Gaal has staged a simple but effective production with gorgeous costumes and set by Emma Kingsbury. Performed against a gold wooden backdrop with a huge gargoyle-faced fireplace, and just a few props, Gaal uses signs (flamboyantly displayed by Gary Clementson as the servant Hansel) to announce each new location.

The performers all handle the dialogue and dramatic challenges extremely well, playing the comedy to the hilt, while the ladies really shine vocally. Amelia Farrugia is outstanding as Mrs Hawk and young soprano Janet Todd is also very impressive as Miss Hawk. Together they steal the show.

Stuart Haycock has a fairly light tenor voice but brings plenty of charisma to the role of Volpino. There is strong support from David Woloszko as Mr Bear, Christopher Saunders as Mr Wolf, Alexandra Oomens as Lisel and David Hidden as the master chimney sweep Tomaso, as well as Clementson, Nicholas Hiatt, Troy Honeysett and Sabyrna Te’o as the servants. The Sydney Children’s Choir makes up the cast as Tomaso’s young apprentices.

Overall, The Chimney Sweep is lots of fun and yet another feather in Pinchgut’s already well-covered cap.

The Chimney Sweep has its final performance tonight. Bookings: www.cityrecitalhall.com or 02 8256 2222

Eugene Onegin

Sydney Opera House, February 28

Nicole Car and Dalibor Jenis. Photo: Lisa Tomasetti

Nicole Car and Dalibor Jenis.
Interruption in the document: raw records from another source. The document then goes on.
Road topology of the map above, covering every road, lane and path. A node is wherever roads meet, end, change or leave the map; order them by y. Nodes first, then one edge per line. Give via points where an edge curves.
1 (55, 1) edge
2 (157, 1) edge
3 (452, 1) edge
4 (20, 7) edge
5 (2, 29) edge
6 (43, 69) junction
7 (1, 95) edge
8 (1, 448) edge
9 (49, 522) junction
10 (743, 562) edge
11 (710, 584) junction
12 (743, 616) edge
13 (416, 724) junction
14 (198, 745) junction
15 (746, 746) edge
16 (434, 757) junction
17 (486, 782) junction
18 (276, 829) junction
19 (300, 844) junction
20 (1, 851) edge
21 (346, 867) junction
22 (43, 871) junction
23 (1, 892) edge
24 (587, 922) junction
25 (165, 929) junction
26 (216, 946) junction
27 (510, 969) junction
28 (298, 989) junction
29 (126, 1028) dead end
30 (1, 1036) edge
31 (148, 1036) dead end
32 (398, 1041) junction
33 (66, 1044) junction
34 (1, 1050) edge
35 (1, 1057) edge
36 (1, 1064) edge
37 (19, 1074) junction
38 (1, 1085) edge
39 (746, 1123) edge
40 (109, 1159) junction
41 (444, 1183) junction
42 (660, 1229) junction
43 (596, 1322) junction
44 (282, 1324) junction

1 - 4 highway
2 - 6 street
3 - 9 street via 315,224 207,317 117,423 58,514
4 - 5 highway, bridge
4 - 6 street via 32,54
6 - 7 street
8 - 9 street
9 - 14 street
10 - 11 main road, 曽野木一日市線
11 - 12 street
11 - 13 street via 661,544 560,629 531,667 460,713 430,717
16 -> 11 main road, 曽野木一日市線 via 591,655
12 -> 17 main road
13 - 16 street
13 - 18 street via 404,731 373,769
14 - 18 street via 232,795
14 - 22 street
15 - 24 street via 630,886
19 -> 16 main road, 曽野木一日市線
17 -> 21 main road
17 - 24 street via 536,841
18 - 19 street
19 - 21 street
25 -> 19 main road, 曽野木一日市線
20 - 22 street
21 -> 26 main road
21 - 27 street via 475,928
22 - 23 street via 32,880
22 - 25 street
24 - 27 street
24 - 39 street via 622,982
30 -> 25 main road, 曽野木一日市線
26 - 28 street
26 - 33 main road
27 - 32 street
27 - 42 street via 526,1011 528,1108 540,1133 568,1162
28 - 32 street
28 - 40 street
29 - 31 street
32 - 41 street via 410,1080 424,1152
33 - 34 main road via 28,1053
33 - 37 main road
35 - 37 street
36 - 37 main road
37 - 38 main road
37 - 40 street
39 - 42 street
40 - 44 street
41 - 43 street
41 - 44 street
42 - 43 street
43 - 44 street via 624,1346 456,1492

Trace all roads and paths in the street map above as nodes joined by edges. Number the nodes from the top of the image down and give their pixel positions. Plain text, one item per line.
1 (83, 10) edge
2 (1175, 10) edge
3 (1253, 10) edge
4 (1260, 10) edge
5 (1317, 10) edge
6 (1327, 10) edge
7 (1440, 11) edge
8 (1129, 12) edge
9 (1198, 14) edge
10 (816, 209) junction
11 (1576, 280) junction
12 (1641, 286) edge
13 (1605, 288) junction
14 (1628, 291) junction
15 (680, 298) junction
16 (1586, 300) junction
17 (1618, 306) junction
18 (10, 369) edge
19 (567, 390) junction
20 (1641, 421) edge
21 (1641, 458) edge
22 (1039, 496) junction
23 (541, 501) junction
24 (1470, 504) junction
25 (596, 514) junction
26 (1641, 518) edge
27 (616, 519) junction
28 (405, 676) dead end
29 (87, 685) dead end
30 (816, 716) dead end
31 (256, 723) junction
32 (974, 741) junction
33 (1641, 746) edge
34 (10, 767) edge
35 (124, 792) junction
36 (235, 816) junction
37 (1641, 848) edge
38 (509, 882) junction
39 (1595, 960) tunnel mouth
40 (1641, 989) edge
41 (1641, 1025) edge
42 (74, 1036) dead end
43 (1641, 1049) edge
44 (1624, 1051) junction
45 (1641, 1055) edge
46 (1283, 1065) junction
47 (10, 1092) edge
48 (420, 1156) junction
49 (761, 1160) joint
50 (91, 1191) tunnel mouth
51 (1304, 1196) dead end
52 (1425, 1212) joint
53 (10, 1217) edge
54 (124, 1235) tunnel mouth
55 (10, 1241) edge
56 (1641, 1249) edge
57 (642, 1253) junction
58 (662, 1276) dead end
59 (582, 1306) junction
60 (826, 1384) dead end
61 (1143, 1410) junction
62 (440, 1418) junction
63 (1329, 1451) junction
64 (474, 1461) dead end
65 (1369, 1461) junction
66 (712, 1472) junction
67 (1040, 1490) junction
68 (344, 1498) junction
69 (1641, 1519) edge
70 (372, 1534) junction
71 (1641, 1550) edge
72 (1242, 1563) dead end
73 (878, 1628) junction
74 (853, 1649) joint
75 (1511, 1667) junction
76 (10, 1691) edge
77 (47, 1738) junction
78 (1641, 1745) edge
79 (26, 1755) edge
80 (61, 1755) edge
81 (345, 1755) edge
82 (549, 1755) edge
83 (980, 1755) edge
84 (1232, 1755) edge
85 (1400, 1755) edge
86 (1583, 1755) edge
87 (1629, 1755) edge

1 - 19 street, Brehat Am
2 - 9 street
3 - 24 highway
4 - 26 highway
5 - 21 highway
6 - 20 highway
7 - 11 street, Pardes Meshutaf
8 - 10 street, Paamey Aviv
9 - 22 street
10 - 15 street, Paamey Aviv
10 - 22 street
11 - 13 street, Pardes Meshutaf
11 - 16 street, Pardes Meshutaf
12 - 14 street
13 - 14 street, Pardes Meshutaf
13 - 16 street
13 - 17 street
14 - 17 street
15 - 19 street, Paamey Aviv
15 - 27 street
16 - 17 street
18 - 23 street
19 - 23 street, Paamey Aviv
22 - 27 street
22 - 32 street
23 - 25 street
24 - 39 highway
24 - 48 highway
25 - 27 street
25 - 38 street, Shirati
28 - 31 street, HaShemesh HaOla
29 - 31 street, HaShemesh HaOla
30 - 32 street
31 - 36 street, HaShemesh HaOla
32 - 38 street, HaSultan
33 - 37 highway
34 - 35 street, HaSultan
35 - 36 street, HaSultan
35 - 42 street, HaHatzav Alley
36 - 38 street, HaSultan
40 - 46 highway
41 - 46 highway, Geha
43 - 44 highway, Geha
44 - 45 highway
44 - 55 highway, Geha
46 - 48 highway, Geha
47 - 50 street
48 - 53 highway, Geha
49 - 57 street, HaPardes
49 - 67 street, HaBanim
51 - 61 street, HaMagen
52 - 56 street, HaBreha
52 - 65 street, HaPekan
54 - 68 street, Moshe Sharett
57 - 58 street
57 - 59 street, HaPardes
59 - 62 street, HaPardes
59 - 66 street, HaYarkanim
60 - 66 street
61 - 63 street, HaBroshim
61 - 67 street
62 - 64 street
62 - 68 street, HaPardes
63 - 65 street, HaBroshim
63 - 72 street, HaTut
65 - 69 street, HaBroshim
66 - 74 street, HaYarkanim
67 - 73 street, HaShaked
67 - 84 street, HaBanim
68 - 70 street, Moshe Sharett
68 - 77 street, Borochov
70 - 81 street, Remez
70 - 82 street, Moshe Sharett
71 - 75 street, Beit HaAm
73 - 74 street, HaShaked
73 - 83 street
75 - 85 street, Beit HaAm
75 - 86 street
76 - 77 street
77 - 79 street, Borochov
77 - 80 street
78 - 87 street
Photo: Lisa Tomasetti

When Nicole Car went to the wings to lead conductor Guillaume Tourniaire on stage during the opening night curtain call for Eugene Onegin, he dropped to one knee and kissed her hand.

It seemed the perfect acknowledgement of Car’s radiant performance as Tatyana in Tchaikovksy’s passionate, melancholic opera of lost love based on Pushkin’s novel.

Directed by Kasper Holten, the 39-year old Director of Opera at the Royal Opera House, Covent Garden (where it was first seen last year), the production is being shared by the Royal Opera House, Opera Australia and Fondazione Theatro Regio, Turin.

Overall, the production is thoughtful, deeply moving and passionately performed though there are elements that occasionally jar.

Holten has decided to frame the opera in the memory of the two central protagonists, Tatyana and Onegin, staging it as if they are looking back on their lives: Tatyana’s passionate declaration of love in a letter when they first meet in the country, Onegin’s rejection of her, the duel in which Onegin kills his best friend Lensky, Onegin’s later realisation that Tatyana is the love of his life, and her rejection of him, choosing to remain loyal to her husband Prince Gremin despite her feelings for Onegin.

Holten has two solo dancers playing their younger selves at pivotal points in their relationship, while the singers watch on, either singing or merely observing.

The results are mixed. At times, it feels unnecessary. The emotion is all there in the music anyway and Car, in particular, is such an expressive performer vocally and dramatically that we don’t need a dancer to act out what she is feeling. In the letter scene the dancer is distracting – though it is moving to see the compassion with which Car watches her younger self.

It is also affecting to see Onegin’s younger self emotionally undone by having killed his best friend Lensky in a duel, while Dalibor Jenis stands to one side, bolt upright as he sings, all emotion internalised.

Dance features prominently in the opera, so you can see understand why Holten decided to extend its use. There’s the peasant’s dance, a waltz when Onegin flirts with Tatyana’s sister Olga to punish Lensky, a polonaise and the ball at Prince Gremin’s palace.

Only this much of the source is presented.